### [Your task]
Would you please copy the entries exactly, leaving every picture aside?

↓↓↓

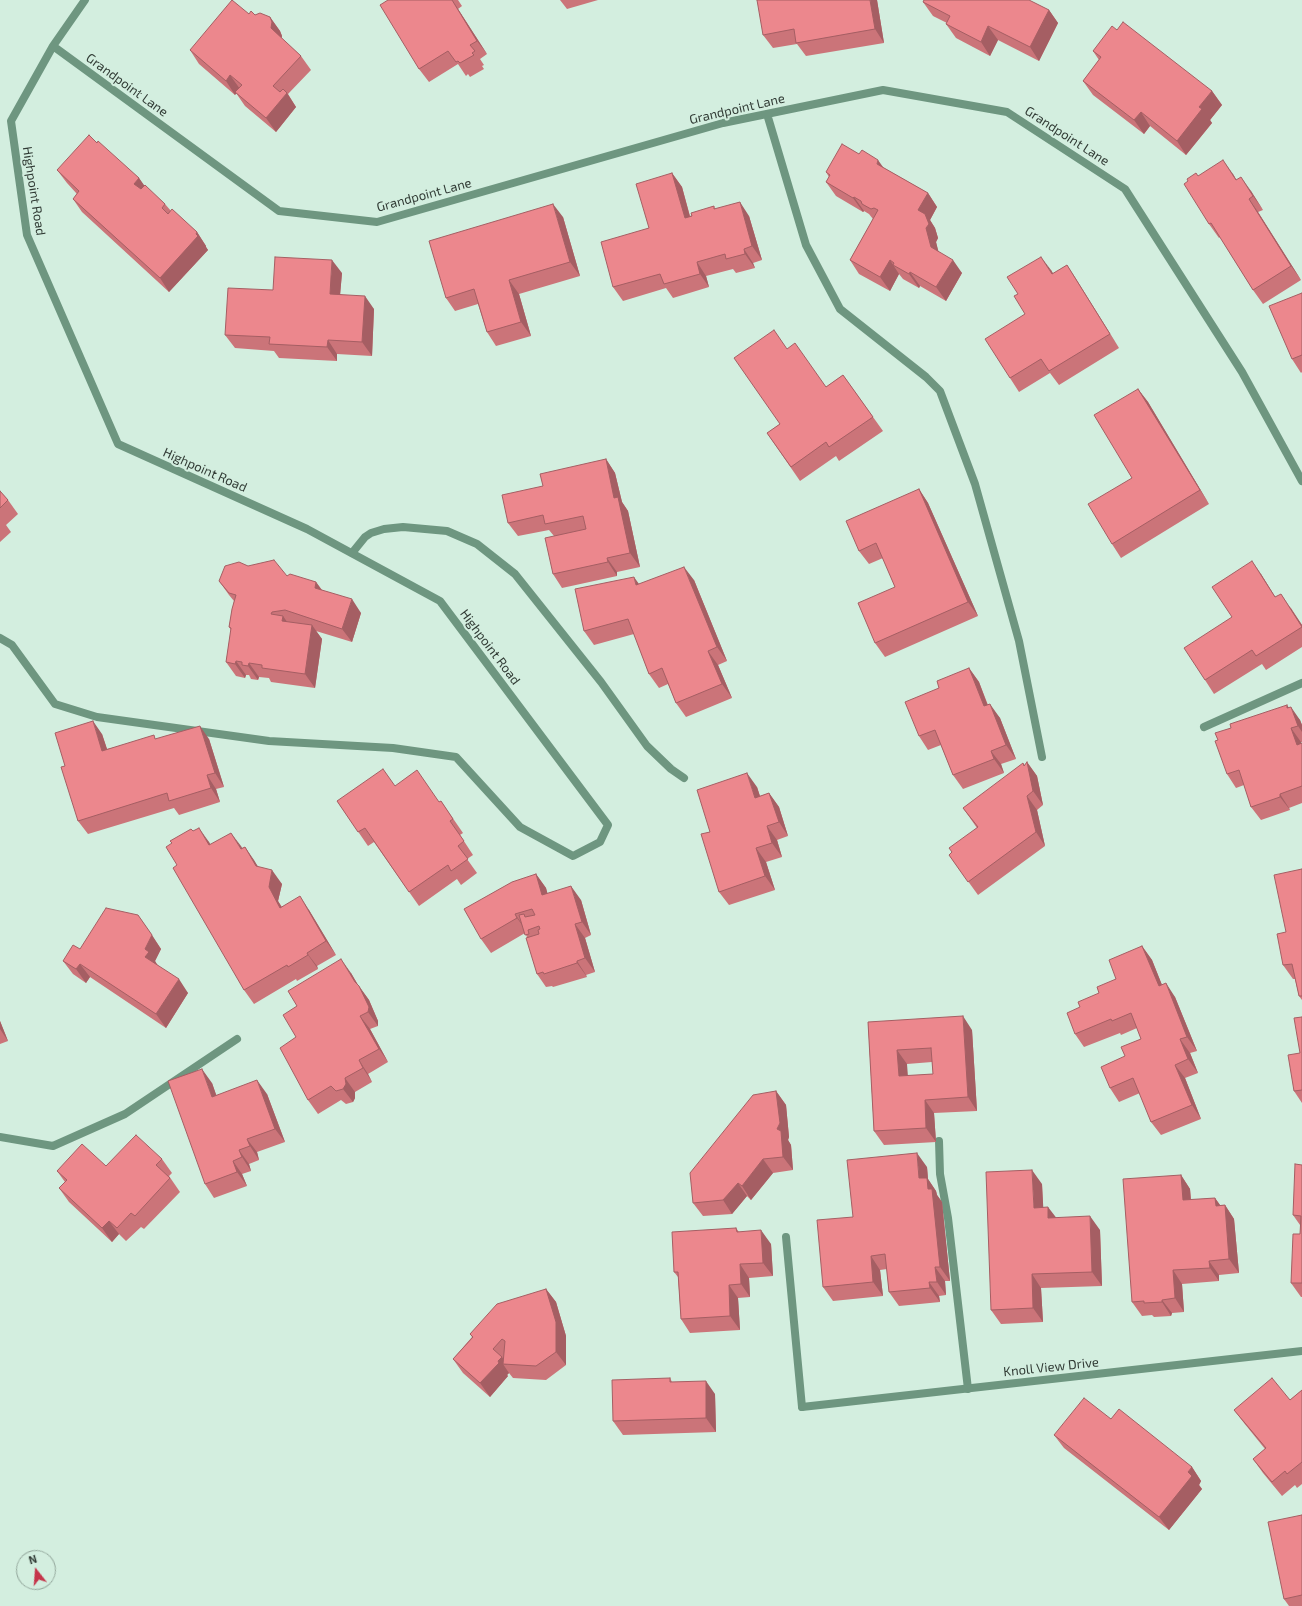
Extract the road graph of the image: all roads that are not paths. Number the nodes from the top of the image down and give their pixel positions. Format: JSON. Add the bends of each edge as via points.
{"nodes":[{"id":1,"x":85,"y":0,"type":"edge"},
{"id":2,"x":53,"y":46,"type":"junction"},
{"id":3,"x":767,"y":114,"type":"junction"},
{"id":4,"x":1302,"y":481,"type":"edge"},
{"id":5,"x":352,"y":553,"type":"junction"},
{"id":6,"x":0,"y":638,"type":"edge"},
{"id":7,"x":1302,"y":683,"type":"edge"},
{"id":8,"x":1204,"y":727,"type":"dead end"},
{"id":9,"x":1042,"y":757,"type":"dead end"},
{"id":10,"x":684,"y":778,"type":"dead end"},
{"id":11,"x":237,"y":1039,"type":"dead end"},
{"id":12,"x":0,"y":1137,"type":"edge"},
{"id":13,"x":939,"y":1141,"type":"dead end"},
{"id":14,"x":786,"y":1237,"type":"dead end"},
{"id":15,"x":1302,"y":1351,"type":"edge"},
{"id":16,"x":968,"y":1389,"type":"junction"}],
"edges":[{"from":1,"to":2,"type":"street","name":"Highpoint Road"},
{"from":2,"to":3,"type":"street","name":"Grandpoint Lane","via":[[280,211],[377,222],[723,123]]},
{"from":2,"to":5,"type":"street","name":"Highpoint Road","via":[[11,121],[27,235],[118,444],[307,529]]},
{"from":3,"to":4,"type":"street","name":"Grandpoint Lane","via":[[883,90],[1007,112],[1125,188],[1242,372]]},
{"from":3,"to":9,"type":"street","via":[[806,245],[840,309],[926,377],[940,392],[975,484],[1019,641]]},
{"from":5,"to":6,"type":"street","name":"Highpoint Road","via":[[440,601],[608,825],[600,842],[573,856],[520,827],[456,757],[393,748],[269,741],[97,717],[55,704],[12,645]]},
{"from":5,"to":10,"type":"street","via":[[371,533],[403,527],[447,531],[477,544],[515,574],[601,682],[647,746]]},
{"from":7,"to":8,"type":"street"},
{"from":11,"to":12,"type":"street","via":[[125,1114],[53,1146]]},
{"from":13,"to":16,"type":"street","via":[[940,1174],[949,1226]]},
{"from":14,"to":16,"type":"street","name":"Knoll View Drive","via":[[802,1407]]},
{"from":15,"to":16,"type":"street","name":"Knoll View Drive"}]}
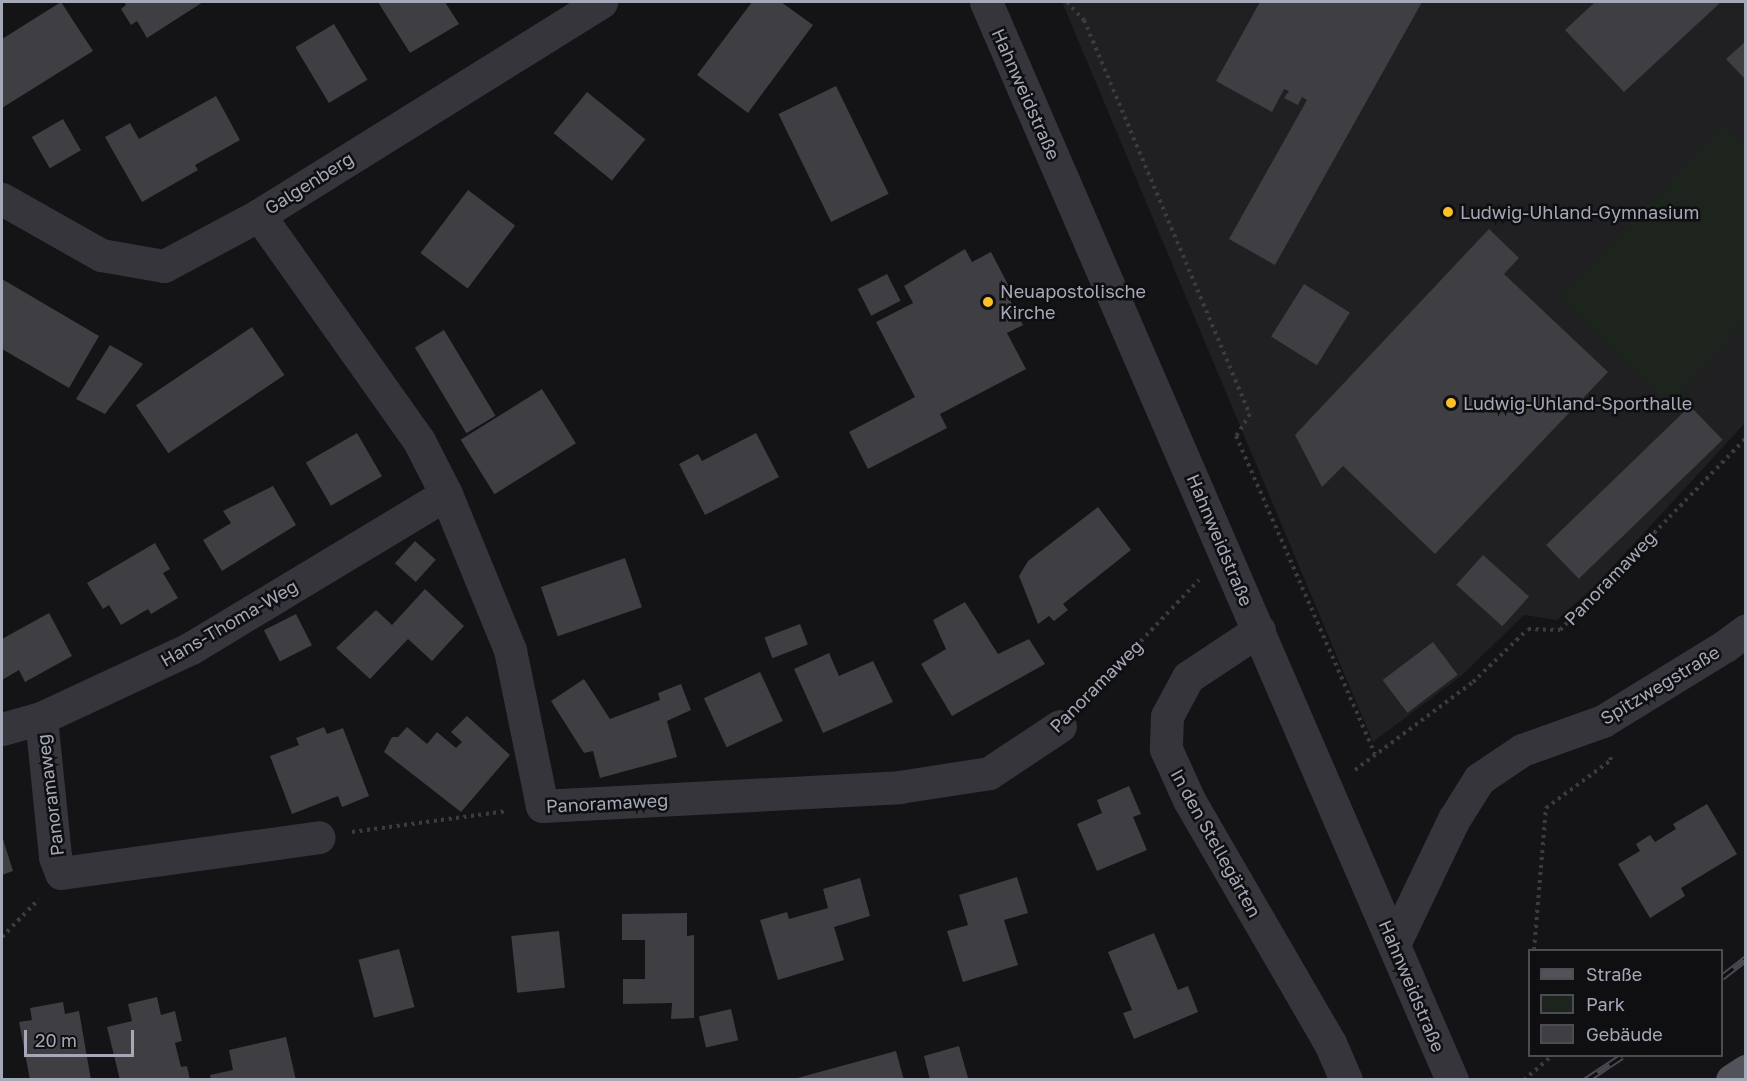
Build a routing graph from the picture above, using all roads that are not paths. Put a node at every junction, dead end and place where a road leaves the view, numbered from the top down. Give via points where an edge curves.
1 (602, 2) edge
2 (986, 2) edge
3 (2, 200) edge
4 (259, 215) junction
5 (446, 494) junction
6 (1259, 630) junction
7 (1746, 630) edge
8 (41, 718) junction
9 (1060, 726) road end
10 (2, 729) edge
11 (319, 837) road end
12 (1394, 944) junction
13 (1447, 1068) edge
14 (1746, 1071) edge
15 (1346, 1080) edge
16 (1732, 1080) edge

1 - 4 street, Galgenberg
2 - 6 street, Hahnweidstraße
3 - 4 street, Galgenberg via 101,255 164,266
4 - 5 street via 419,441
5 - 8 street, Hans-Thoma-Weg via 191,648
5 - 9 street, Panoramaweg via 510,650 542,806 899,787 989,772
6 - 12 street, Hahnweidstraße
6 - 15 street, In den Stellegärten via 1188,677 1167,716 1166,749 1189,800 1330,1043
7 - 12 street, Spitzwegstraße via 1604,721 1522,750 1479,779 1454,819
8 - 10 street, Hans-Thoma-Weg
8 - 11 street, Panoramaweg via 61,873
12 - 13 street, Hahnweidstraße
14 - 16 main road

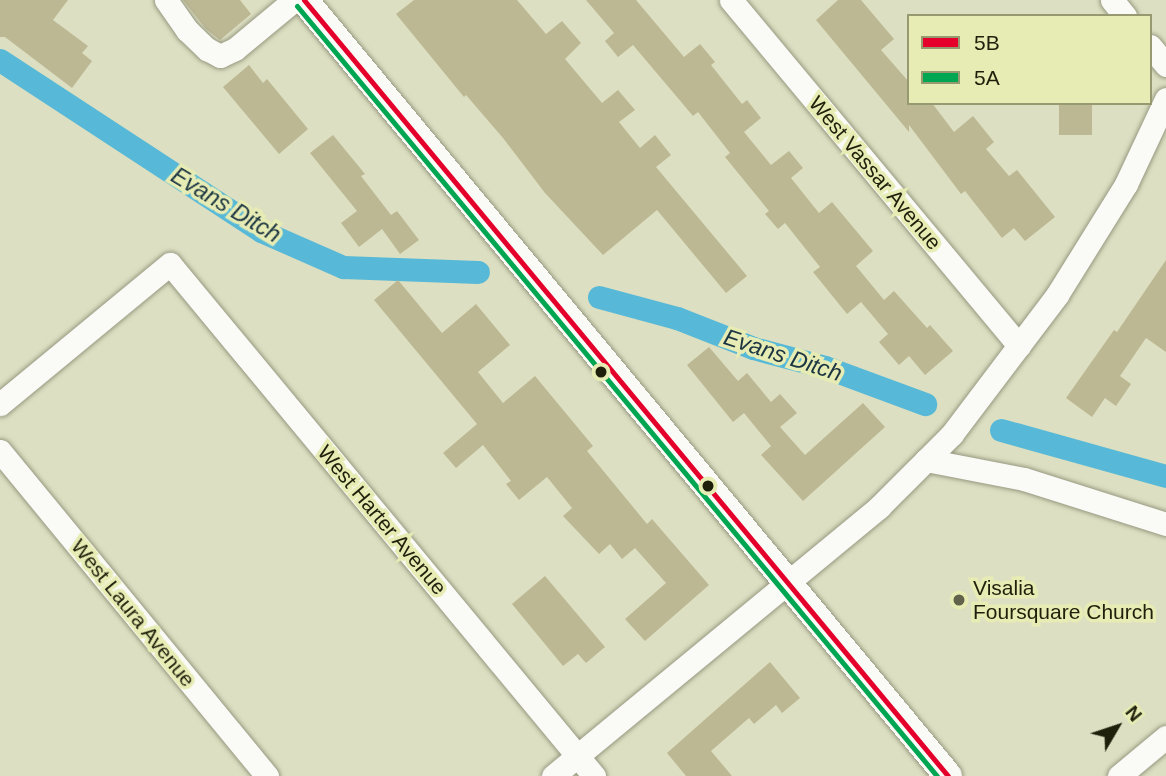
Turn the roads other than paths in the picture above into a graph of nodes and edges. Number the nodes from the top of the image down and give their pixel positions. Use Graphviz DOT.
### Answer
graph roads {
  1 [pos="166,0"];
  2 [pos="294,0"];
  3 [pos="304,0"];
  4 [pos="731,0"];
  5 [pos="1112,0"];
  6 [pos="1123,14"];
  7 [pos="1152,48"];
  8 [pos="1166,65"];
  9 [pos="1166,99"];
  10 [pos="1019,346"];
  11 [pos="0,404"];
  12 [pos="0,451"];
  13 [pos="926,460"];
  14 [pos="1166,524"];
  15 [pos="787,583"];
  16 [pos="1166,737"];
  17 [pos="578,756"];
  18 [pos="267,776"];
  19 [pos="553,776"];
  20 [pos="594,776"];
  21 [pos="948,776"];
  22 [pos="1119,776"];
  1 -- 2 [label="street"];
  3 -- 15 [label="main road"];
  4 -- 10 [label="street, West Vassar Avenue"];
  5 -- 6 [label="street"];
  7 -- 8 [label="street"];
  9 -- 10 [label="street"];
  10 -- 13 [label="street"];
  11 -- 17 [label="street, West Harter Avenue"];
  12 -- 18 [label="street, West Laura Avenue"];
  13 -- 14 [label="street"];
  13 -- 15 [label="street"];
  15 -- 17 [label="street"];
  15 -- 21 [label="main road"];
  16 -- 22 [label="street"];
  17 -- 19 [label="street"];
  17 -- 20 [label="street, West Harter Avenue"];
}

↑↑↑

### [Exercise output]
Extract the road graph of the image: all roads that are not paths. Number the nodes from the top of the image down and give their pixel positions. Format: JSON. Add the bends of each edge as via points.
{"nodes":[{"id":1,"x":85,"y":0,"type":"edge"},
{"id":2,"x":53,"y":46,"type":"junction"},
{"id":3,"x":767,"y":114,"type":"junction"},
{"id":4,"x":1302,"y":481,"type":"edge"},
{"id":5,"x":352,"y":553,"type":"junction"},
{"id":6,"x":0,"y":638,"type":"edge"},
{"id":7,"x":1302,"y":683,"type":"edge"},
{"id":8,"x":1204,"y":727,"type":"dead end"},
{"id":9,"x":1042,"y":757,"type":"dead end"},
{"id":10,"x":684,"y":778,"type":"dead end"},
{"id":11,"x":237,"y":1039,"type":"dead end"},
{"id":12,"x":0,"y":1137,"type":"edge"},
{"id":13,"x":939,"y":1141,"type":"dead end"},
{"id":14,"x":786,"y":1237,"type":"dead end"},
{"id":15,"x":1302,"y":1351,"type":"edge"},
{"id":16,"x":968,"y":1389,"type":"junction"}],
"edges":[{"from":1,"to":2,"type":"street","name":"Highpoint Road"},
{"from":2,"to":3,"type":"street","name":"Grandpoint Lane","via":[[280,211],[377,222],[723,123]]},
{"from":2,"to":5,"type":"street","name":"Highpoint Road","via":[[11,121],[27,235],[118,444],[307,529]]},
{"from":3,"to":4,"type":"street","name":"Grandpoint Lane","via":[[883,90],[1007,112],[1125,188],[1242,372]]},
{"from":3,"to":9,"type":"street","via":[[806,245],[840,309],[926,377],[940,392],[975,484],[1019,641]]},
{"from":5,"to":6,"type":"street","name":"Highpoint Road","via":[[440,601],[608,825],[600,842],[573,856],[520,827],[456,757],[393,748],[269,741],[97,717],[55,704],[12,645]]},
{"from":5,"to":10,"type":"street","via":[[371,533],[403,527],[447,531],[477,544],[515,574],[601,682],[647,746]]},
{"from":7,"to":8,"type":"street"},
{"from":11,"to":12,"type":"street","via":[[125,1114],[53,1146]]},
{"from":13,"to":16,"type":"street","via":[[940,1174],[949,1226]]},
{"from":14,"to":16,"type":"street","name":"Knoll View Drive","via":[[802,1407]]},
{"from":15,"to":16,"type":"street","name":"Knoll View Drive"}]}
Build a routing graph from the picture above, using all roads that are not paths. Put a node at every junction, dead end and place where a road leaves the view, numbered from the top down. Give via points where an edge curves.
1 (602, 2) edge
2 (986, 2) edge
3 (2, 200) edge
4 (259, 215) junction
5 (446, 494) junction
6 (1259, 630) junction
7 (1746, 630) edge
8 (41, 718) junction
9 (1060, 726) road end
10 (2, 729) edge
11 (319, 837) road end
12 (1394, 944) junction
13 (1447, 1068) edge
14 (1746, 1071) edge
15 (1346, 1080) edge
16 (1732, 1080) edge

1 - 4 street, Galgenberg
2 - 6 street, Hahnweidstraße
3 - 4 street, Galgenberg via 101,255 164,266
4 - 5 street via 419,441
5 - 8 street, Hans-Thoma-Weg via 191,648
5 - 9 street, Panoramaweg via 510,650 542,806 899,787 989,772
6 - 12 street, Hahnweidstraße
6 - 15 street, In den Stellegärten via 1188,677 1167,716 1166,749 1189,800 1330,1043
7 - 12 street, Spitzwegstraße via 1604,721 1522,750 1479,779 1454,819
8 - 10 street, Hans-Thoma-Weg
8 - 11 street, Panoramaweg via 61,873
12 - 13 street, Hahnweidstraße
14 - 16 main road

Turn the roads other than paths in the picture above into a graph of nodes and edges. Number the nodes from the top of the image down and give their pixel positions. Use Graphviz DOT.
### Answer
graph roads {
  1 [pos="166,0"];
  2 [pos="294,0"];
  3 [pos="304,0"];
  4 [pos="731,0"];
  5 [pos="1112,0"];
  6 [pos="1123,14"];
  7 [pos="1152,48"];
  8 [pos="1166,65"];
  9 [pos="1166,99"];
  10 [pos="1019,346"];
  11 [pos="0,404"];
  12 [pos="0,451"];
  13 [pos="926,460"];
  14 [pos="1166,524"];
  15 [pos="787,583"];
  16 [pos="1166,737"];
  17 [pos="578,756"];
  18 [pos="267,776"];
  19 [pos="553,776"];
  20 [pos="594,776"];
  21 [pos="948,776"];
  22 [pos="1119,776"];
  1 -- 2 [label="street"];
  3 -- 15 [label="main road"];
  4 -- 10 [label="street, West Vassar Avenue"];
  5 -- 6 [label="street"];
  7 -- 8 [label="street"];
  9 -- 10 [label="street"];
  10 -- 13 [label="street"];
  11 -- 17 [label="street, West Harter Avenue"];
  12 -- 18 [label="street, West Laura Avenue"];
  13 -- 14 [label="street"];
  13 -- 15 [label="street"];
  15 -- 17 [label="street"];
  15 -- 21 [label="main road"];
  16 -- 22 [label="street"];
  17 -- 19 [label="street"];
  17 -- 20 [label="street, West Harter Avenue"];
}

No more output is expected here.